Karp looks to extend Puzo's Corleone legacy

Paramount will have first crack at screen rights to a new installment of Mario Puzo’s “The Godfather” franchise that is in the planning stages at Random House.

Whether the studio considers that an offer it cannot refuse remains to be seen.

“We hope Paramount or some other studio will want to buy the movie rights, and it is our intention to see that happen,” said Random House Trade Group vice president-senior editor Jonathan Karp. He was Puzo’s editor when the author died, and Karp has spent the last several months tying down a rights deal with Puzo’s estate to draft another writer to continue the Corleone saga. Puzo’s estate controlled the literary rights to the characters created by the author.

Word of the book plans began leaking late last week when Karp emailed select lit agents canvassing for a top author to concoct a new tale. The information was published in the New Yorker. It is potentially the largest sequel deal made for a work of a deceased author since “Scarlett,” the “Gone With the Wind” line extension that fetched $5 million. Karp would not comment on the deal Random House made with the Puzo estate, but acknowledged it was substantial. He was also braced for the inevitable skepticism on revisiting a book that was critically acclaimed and sold 22 million copies.
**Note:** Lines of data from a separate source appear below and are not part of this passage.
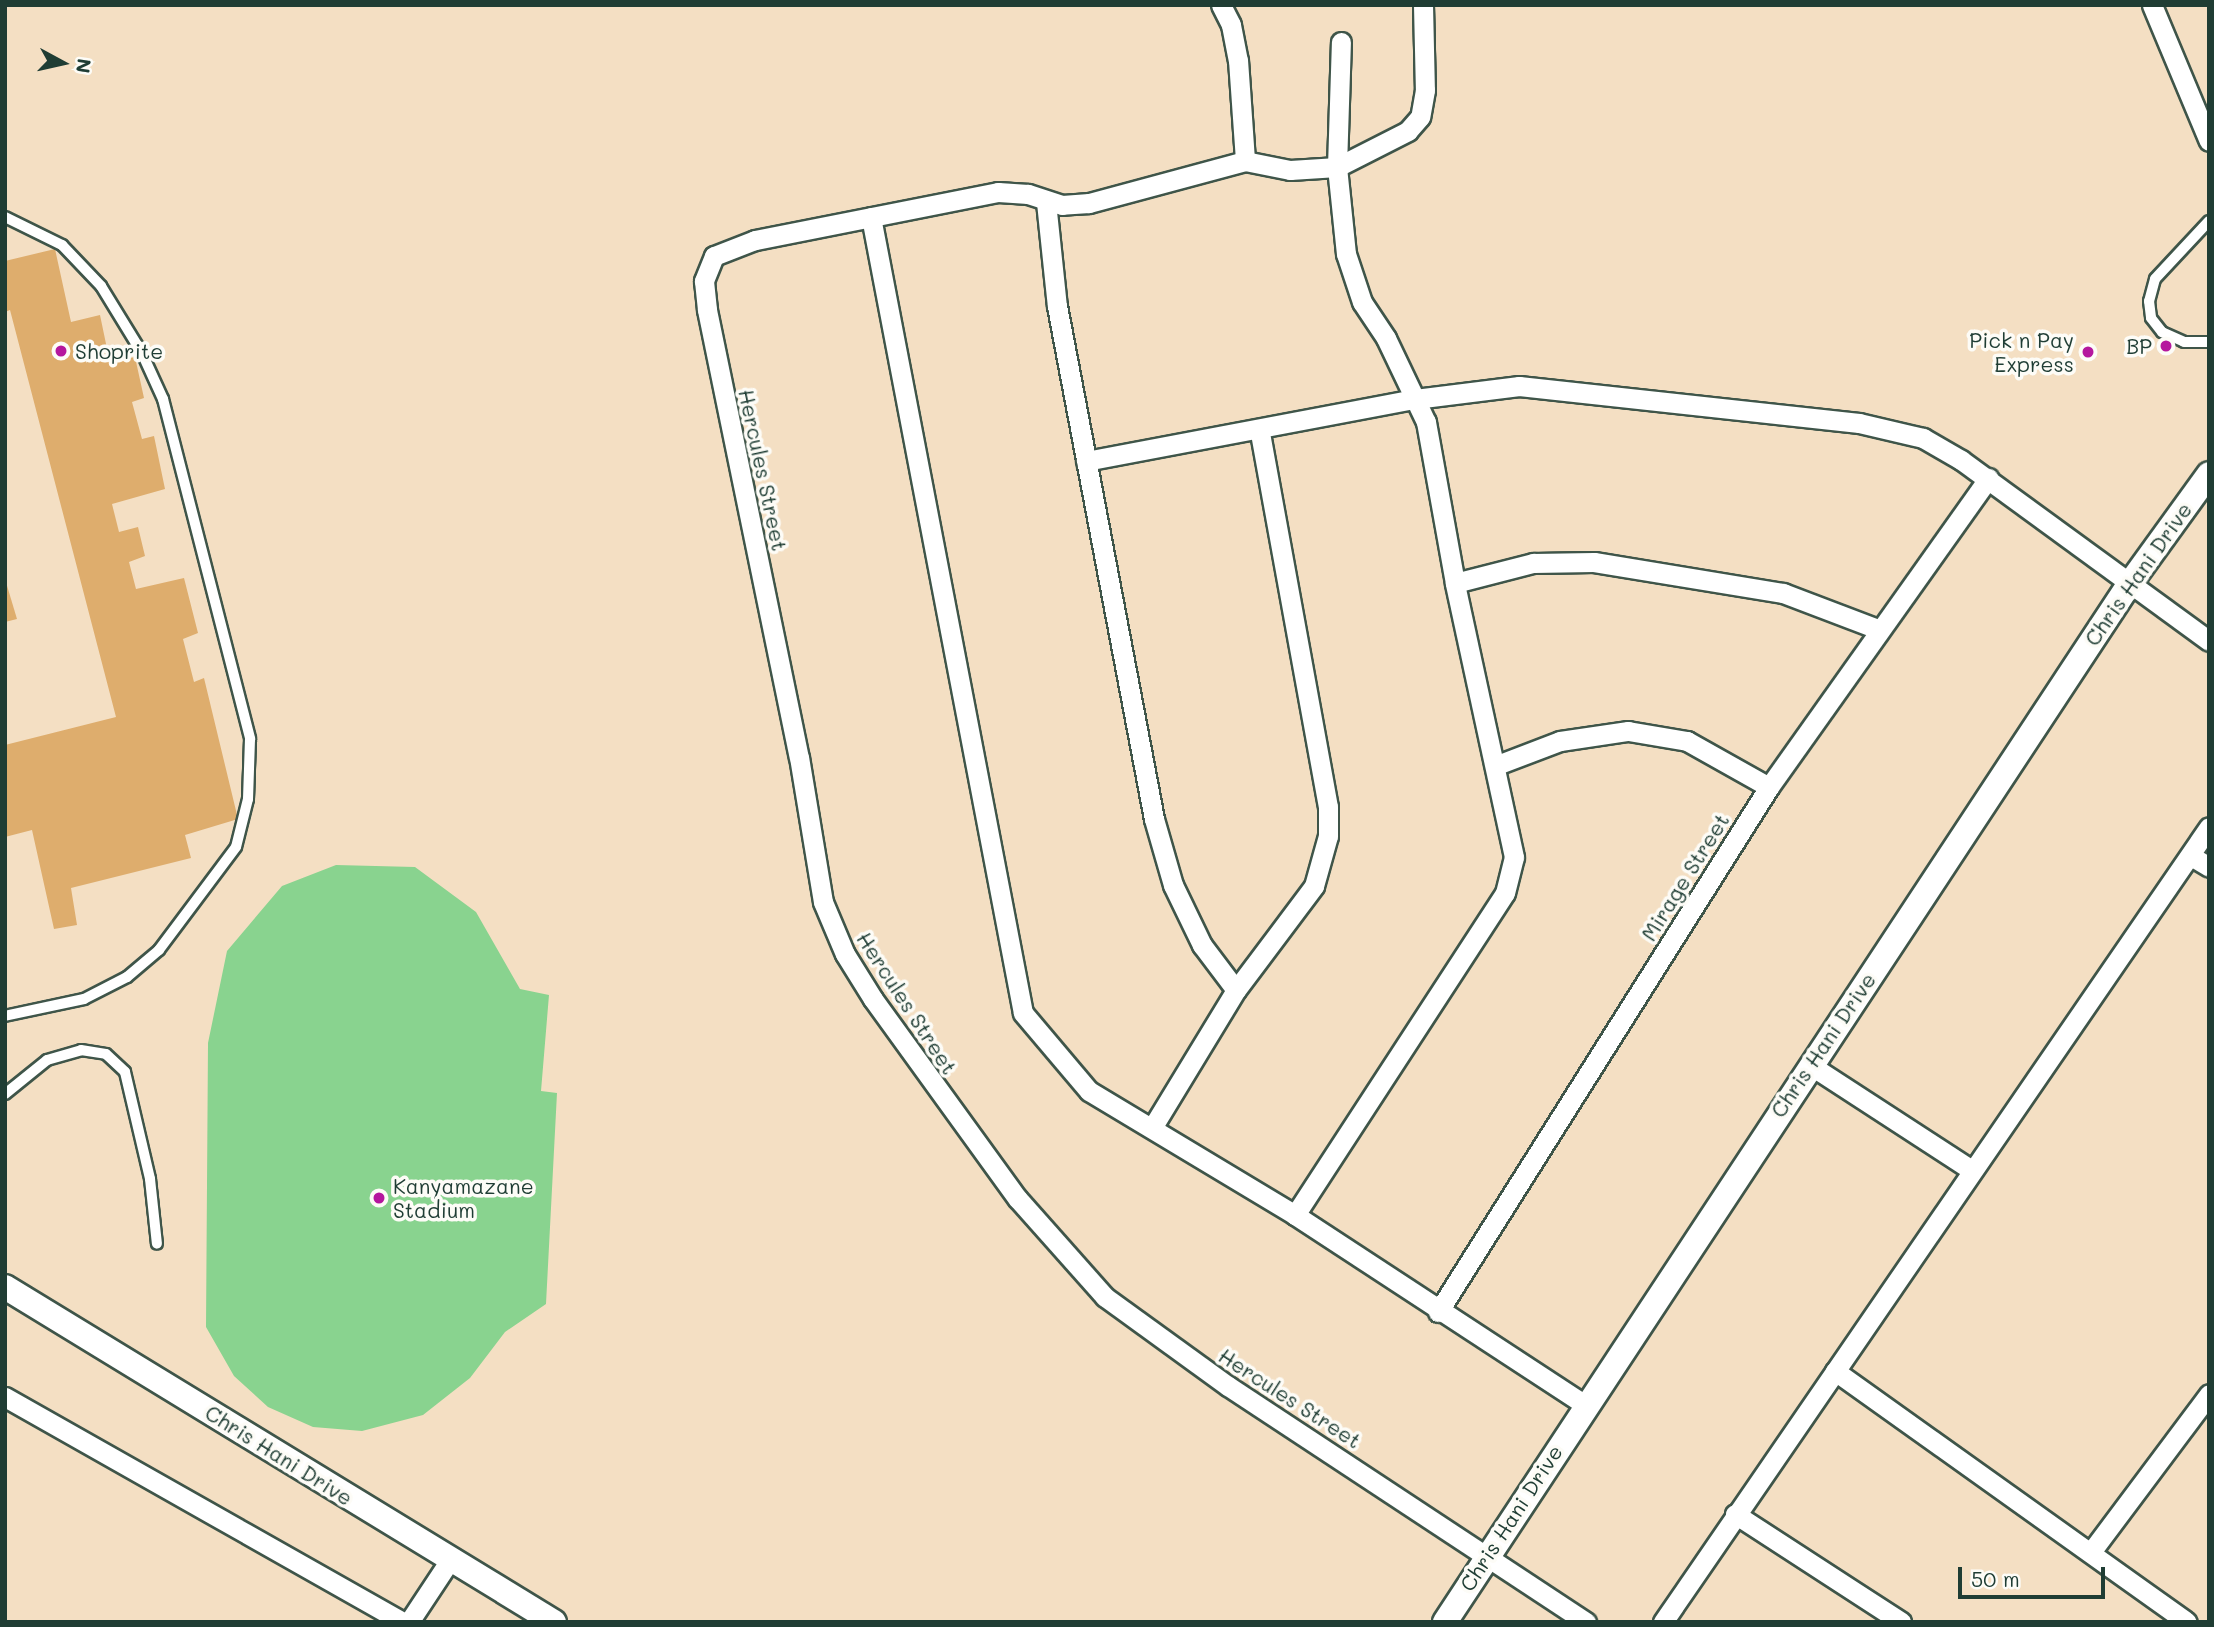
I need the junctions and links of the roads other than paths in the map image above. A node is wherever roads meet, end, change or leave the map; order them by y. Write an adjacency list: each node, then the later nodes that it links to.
1 (1221, 5): 6 (street)
2 (1423, 5): 7 (street)
3 (2152, 5): 5 (street)
4 (1341, 42): 7 (street)
5 (2209, 141)
6 (1245, 160): 7 (street); 8 (street, Hercules Street)
7 (1337, 167): 13 (street)
8 (1046, 202): 9 (street, Hercules Street); 15 (street)
9 (871, 217): 31 (street); 43 (street, Hercules Street)
10 (5, 218): 28 (lane)
11 (2209, 221): 12 (lane)
12 (2209, 342)
13 (1415, 399): 14 (street); 17 (street); 18 (street)
14 (1259, 429): 15 (street); 27 (street)
15 (1086, 461): 27 (street)
16 (2209, 474): 19 (street, Chris Hani Drive)
17 (1989, 478): 19 (street); 20 (street, Mirage Street)
18 (1455, 583): 20 (street); 22 (street)
19 (2128, 586): 21 (street); 29 (street, Chris Hani Drive)
20 (1878, 629): 23 (street, Mirage Street)
21 (2209, 641)
22 (1497, 765): 23 (street); 33 (street)
23 (1769, 787): 36 (street, Mirage Street)
24 (2209, 827): 25 (street)
25 (2191, 856): 26 (street); 32 (street)
26 (2209, 867)
27 (1236, 990): 31 (street)
28 (5, 1017)
29 (1810, 1065): 32 (street); 40 (street, Chris Hani Drive)
30 (5, 1094): 34 (lane)
31 (1152, 1128): 33 (street)
32 (1970, 1170): 37 (street)
33 (1295, 1215): 36 (street)
34 (158, 1244)
35 (5, 1287): 44 (street, Chris Hani Drive)
36 (1437, 1312): 40 (street)
37 (1835, 1371): 41 (street); 42 (street)
38 (2209, 1394): 42 (street)
39 (5, 1397): 45 (street)
40 (1584, 1404): 43 (street, Chris Hani Drive)
41 (1735, 1514): 50 (street); 51 (street)
42 (2091, 1552): 52 (street)
43 (1488, 1553): 48 (street, Chris Hani Drive); 49 (street, Hercules Street)
44 (450, 1560): 46 (street); 47 (street, Chris Hani Drive)
45 (402, 1622)
46 (409, 1622)
47 (554, 1622)
48 (1445, 1622)
49 (1586, 1622)
50 (1663, 1622)
51 (1901, 1622)
52 (2186, 1622)

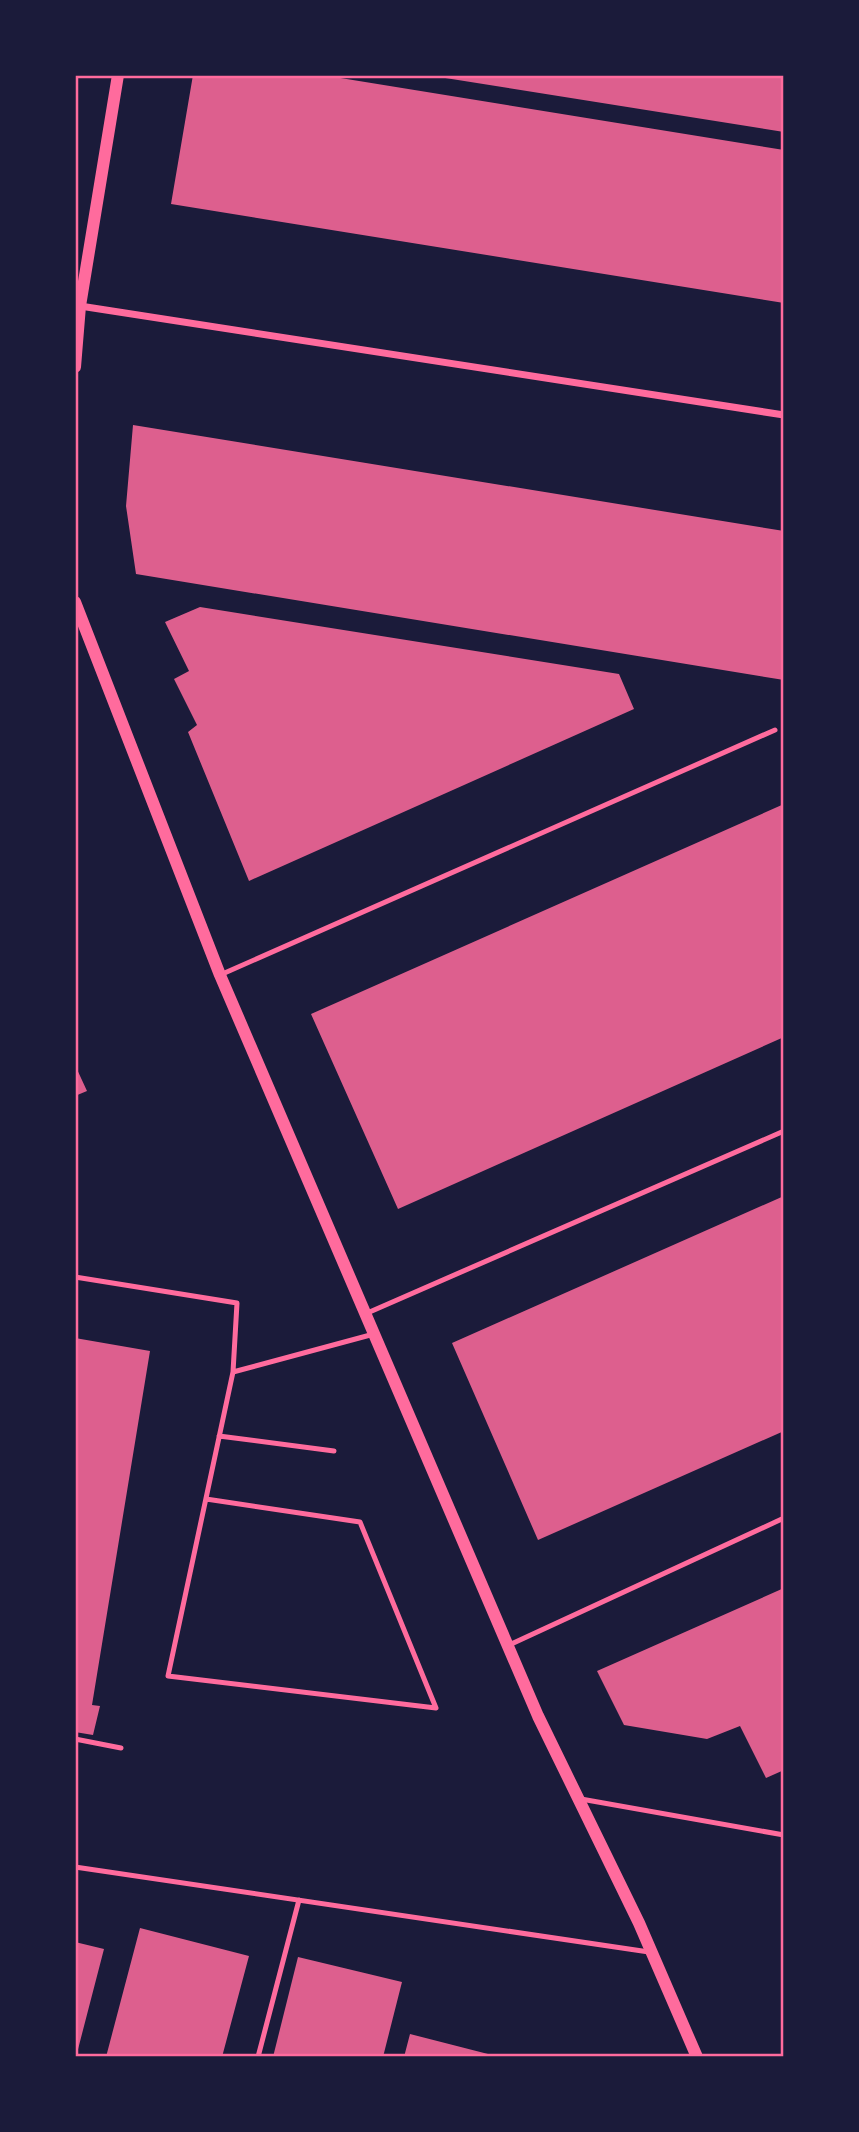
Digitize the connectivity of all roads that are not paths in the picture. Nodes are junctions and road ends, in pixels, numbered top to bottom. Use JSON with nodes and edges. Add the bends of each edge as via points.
{"nodes":[{"id":1,"x":118,"y":75,"type":"edge"},
{"id":2,"x":80,"y":306,"type":"junction"},
{"id":3,"x":75,"y":367,"type":"edge"},
{"id":4,"x":784,"y":415,"type":"edge"},
{"id":5,"x":75,"y":602,"type":"edge"},
{"id":6,"x":775,"y":730,"type":"dead end"},
{"id":7,"x":219,"y":975,"type":"junction"},
{"id":8,"x":784,"y":1131,"type":"edge"},
{"id":9,"x":75,"y":1277,"type":"edge"},
{"id":10,"x":365,"y":1314,"type":"junction"},
{"id":11,"x":374,"y":1334,"type":"junction"},
{"id":12,"x":233,"y":1372,"type":"junction"},
{"id":13,"x":219,"y":1436,"type":"junction"},
{"id":14,"x":334,"y":1451,"type":"dead end"},
{"id":15,"x":206,"y":1499,"type":"junction"},
{"id":16,"x":784,"y":1518,"type":"edge"},
{"id":17,"x":507,"y":1646,"type":"junction"},
{"id":18,"x":75,"y":1739,"type":"edge"},
{"id":19,"x":121,"y":1748,"type":"dead end"},
{"id":20,"x":578,"y":1799,"type":"junction"},
{"id":21,"x":784,"y":1835,"type":"edge"},
{"id":22,"x":75,"y":1867,"type":"edge"},
{"id":23,"x":299,"y":1900,"type":"junction"},
{"id":24,"x":652,"y":1953,"type":"junction"},
{"id":25,"x":258,"y":2057,"type":"edge"},
{"id":26,"x":697,"y":2057,"type":"edge"}],
"edges":[{"from":1,"to":2,"type":"street"},
{"from":2,"to":3,"type":"street"},
{"from":2,"to":4,"type":"street"},
{"from":5,"to":7,"type":"street"},
{"from":6,"to":7,"type":"lane"},
{"from":7,"to":10,"type":"street"},
{"from":8,"to":10,"type":"lane"},
{"from":9,"to":12,"type":"lane","via":[[237,1303]]},
{"from":10,"to":11,"type":"street"},
{"from":11,"to":12,"type":"lane"},
{"from":11,"to":17,"type":"street"},
{"from":12,"to":13,"type":"lane"},
{"from":13,"to":14,"type":"lane"},
{"from":13,"to":15,"type":"lane"},
{"from":15,"to":15,"type":"lane","via":[[168,1676],[436,1708],[360,1522]]},
{"from":16,"to":17,"type":"lane"},
{"from":17,"to":20,"type":"street"},
{"from":18,"to":19,"type":"lane"},
{"from":20,"to":21,"type":"lane"},
{"from":20,"to":24,"type":"street"},
{"from":22,"to":23,"type":"lane"},
{"from":23,"to":24,"type":"lane"},
{"from":23,"to":25,"type":"lane"},
{"from":24,"to":26,"type":"street"}]}
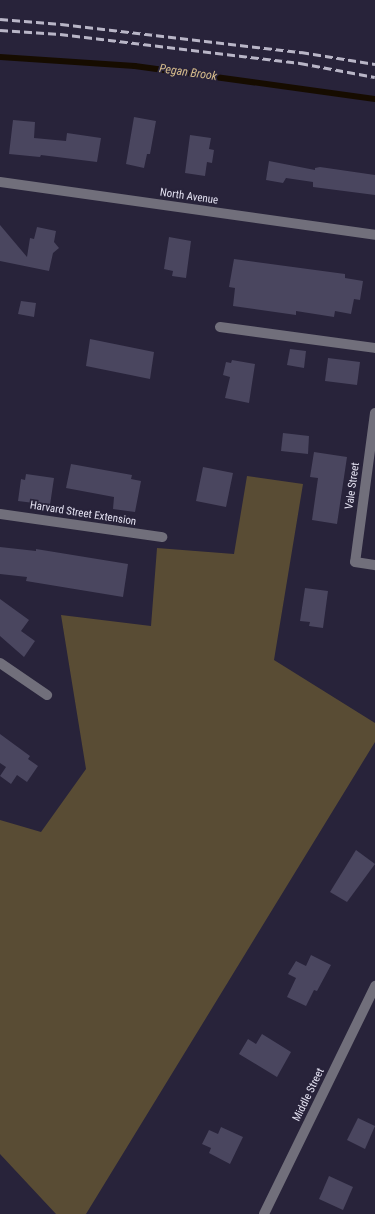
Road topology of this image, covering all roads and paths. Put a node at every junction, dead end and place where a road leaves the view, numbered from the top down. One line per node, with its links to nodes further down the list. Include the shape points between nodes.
1 (0, 182): 2 (street, North Avenue)
2 (375, 235)
3 (220, 327): 4 (street)
4 (375, 348)
5 (375, 413): 8 (street, Vale Street, via 355,562)
6 (0, 514): 7 (street, Harvard Street Extension)
7 (162, 537)
8 (375, 565)
9 (0, 663): 10 (street)
10 (46, 695)
11 (375, 986): 12 (street, Middle Street)
12 (264, 1214)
“These characters just keep pulling you back in,” Karp said. “There is enormous continuing interest in the Corleone family, and a great opportunity to tell a story that could take place before, during or after the original book. Mario once told me he wished he had done more with Sonny Corleone’s character, and there was certainly more opportunity to explore the singer Johnny Fontaine. And Michael Corleone did make an appearance at the beginning and end of ‘The Sicilian,’ because he had a relationship with the freedom fighter.”

Karp said that it was too early to know who would write the book, and a choice won’t be made until a final selection of story outlines are accumulated Nov. 4. He is aiming high, noting that even though a deal for Pat Conroy to scribble the “Gone With the Wind” sequel fell apart, Conroy had the pedigree of the writer he was hoping to hire. “We’re looking for a connected author, in the best sense of the word.”

Karp says the original was a classic, and the idea is not to compete with it, but rather to continue the story in an entertaining and artful way that will make his readers very happy.”